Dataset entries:
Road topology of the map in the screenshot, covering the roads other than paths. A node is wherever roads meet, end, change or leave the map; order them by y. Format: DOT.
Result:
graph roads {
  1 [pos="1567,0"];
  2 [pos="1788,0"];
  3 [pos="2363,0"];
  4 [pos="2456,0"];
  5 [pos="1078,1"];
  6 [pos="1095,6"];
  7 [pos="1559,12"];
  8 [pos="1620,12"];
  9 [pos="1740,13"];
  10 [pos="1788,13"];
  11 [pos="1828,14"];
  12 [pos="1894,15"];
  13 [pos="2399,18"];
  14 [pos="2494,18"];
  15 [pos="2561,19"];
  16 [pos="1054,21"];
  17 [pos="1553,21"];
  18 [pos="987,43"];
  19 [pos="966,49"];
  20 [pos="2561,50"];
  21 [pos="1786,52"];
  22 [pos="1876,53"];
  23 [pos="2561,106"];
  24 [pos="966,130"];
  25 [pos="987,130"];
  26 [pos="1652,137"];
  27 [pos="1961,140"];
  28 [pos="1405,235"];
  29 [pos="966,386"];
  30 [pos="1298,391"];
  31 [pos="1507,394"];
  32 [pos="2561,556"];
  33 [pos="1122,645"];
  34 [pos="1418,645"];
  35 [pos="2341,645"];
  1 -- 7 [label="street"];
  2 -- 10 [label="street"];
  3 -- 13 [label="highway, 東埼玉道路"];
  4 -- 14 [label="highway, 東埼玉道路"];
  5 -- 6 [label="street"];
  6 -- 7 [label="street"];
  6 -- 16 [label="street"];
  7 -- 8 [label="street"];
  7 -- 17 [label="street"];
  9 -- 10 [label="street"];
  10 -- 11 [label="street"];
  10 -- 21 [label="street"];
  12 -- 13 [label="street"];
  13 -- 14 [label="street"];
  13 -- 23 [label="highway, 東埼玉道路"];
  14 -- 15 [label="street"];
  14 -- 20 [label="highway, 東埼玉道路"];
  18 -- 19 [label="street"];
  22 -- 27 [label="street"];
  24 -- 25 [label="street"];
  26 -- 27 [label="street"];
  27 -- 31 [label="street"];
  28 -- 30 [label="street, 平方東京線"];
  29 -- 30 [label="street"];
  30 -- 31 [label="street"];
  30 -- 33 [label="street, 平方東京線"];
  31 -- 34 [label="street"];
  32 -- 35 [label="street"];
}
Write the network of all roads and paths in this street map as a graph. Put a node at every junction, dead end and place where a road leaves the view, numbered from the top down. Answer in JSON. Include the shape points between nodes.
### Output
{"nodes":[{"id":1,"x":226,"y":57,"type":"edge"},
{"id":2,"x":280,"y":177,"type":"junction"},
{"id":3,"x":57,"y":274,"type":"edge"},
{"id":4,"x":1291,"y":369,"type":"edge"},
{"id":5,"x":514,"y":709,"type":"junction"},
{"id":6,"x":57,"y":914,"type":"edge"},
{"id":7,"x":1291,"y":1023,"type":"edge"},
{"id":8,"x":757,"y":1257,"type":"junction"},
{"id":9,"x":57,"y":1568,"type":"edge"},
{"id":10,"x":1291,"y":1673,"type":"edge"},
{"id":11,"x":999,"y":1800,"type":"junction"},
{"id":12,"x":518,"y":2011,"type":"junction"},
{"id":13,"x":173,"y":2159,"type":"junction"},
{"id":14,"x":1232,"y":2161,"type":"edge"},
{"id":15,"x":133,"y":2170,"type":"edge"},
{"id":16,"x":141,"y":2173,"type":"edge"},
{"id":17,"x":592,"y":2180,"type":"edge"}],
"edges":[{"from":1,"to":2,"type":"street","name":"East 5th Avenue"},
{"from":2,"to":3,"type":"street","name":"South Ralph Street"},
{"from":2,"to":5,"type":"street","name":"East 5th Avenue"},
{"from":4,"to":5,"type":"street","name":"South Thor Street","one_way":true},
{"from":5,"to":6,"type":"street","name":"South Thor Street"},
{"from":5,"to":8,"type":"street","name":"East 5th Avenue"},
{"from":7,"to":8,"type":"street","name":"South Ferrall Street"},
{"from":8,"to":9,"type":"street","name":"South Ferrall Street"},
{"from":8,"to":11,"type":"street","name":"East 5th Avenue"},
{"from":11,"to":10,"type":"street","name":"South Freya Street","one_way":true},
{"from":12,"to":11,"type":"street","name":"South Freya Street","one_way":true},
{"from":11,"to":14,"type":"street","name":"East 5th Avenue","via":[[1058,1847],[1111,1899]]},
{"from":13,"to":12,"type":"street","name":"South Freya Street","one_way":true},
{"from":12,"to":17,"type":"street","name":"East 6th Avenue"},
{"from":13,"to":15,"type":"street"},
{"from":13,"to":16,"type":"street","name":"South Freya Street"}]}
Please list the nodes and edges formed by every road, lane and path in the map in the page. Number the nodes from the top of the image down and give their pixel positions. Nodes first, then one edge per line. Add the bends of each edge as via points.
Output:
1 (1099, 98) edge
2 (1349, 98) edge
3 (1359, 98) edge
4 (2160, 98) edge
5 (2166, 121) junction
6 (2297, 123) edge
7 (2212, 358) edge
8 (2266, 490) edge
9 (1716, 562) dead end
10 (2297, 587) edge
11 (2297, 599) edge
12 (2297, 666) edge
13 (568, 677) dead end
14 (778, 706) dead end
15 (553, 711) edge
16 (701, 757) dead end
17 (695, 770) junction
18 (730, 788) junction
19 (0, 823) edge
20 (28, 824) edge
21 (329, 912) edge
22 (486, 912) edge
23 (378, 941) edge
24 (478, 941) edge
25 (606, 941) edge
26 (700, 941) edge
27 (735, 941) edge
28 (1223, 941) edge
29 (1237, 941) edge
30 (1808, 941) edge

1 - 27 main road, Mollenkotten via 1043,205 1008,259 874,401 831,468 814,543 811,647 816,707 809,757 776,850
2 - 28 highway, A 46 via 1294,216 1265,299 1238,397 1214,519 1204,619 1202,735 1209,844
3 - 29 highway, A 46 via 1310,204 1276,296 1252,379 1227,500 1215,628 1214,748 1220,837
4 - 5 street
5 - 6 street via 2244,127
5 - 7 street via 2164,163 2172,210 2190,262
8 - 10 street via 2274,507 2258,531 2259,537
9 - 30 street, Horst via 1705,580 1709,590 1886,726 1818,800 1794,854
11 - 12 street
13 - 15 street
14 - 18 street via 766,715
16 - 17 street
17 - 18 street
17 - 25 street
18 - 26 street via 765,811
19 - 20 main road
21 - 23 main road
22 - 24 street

_Task prompt_. Give back every line from the beginning of the records through the line holding "Write the network", exactly as it reads, and leave out the rest.

_Written answer_.
Road topology of the map in the screenshot, covering the roads other than paths. A node is wherever roads meet, end, change or leave the map; order them by y. Format: DOT.
Result:
graph roads {
  1 [pos="1567,0"];
  2 [pos="1788,0"];
  3 [pos="2363,0"];
  4 [pos="2456,0"];
  5 [pos="1078,1"];
  6 [pos="1095,6"];
  7 [pos="1559,12"];
  8 [pos="1620,12"];
  9 [pos="1740,13"];
  10 [pos="1788,13"];
  11 [pos="1828,14"];
  12 [pos="1894,15"];
  13 [pos="2399,18"];
  14 [pos="2494,18"];
  15 [pos="2561,19"];
  16 [pos="1054,21"];
  17 [pos="1553,21"];
  18 [pos="987,43"];
  19 [pos="966,49"];
  20 [pos="2561,50"];
  21 [pos="1786,52"];
  22 [pos="1876,53"];
  23 [pos="2561,106"];
  24 [pos="966,130"];
  25 [pos="987,130"];
  26 [pos="1652,137"];
  27 [pos="1961,140"];
  28 [pos="1405,235"];
  29 [pos="966,386"];
  30 [pos="1298,391"];
  31 [pos="1507,394"];
  32 [pos="2561,556"];
  33 [pos="1122,645"];
  34 [pos="1418,645"];
  35 [pos="2341,645"];
  1 -- 7 [label="street"];
  2 -- 10 [label="street"];
  3 -- 13 [label="highway, 東埼玉道路"];
  4 -- 14 [label="highway, 東埼玉道路"];
  5 -- 6 [label="street"];
  6 -- 7 [label="street"];
  6 -- 16 [label="street"];
  7 -- 8 [label="street"];
  7 -- 17 [label="street"];
  9 -- 10 [label="street"];
  10 -- 11 [label="street"];
  10 -- 21 [label="street"];
  12 -- 13 [label="street"];
  13 -- 14 [label="street"];
  13 -- 23 [label="highway, 東埼玉道路"];
  14 -- 15 [label="street"];
  14 -- 20 [label="highway, 東埼玉道路"];
  18 -- 19 [label="street"];
  22 -- 27 [label="street"];
  24 -- 25 [label="street"];
  26 -- 27 [label="street"];
  27 -- 31 [label="street"];
  28 -- 30 [label="street, 平方東京線"];
  29 -- 30 [label="street"];
  30 -- 31 [label="street"];
  30 -- 33 [label="street, 平方東京線"];
  31 -- 34 [label="street"];
  32 -- 35 [label="street"];
}
Write the network of all roads and paths in this street map as a graph. Put a node at every junction, dead end and place where a road leaves the view, numbered from the top down. Answer in JSON. Include the shape points between nodes.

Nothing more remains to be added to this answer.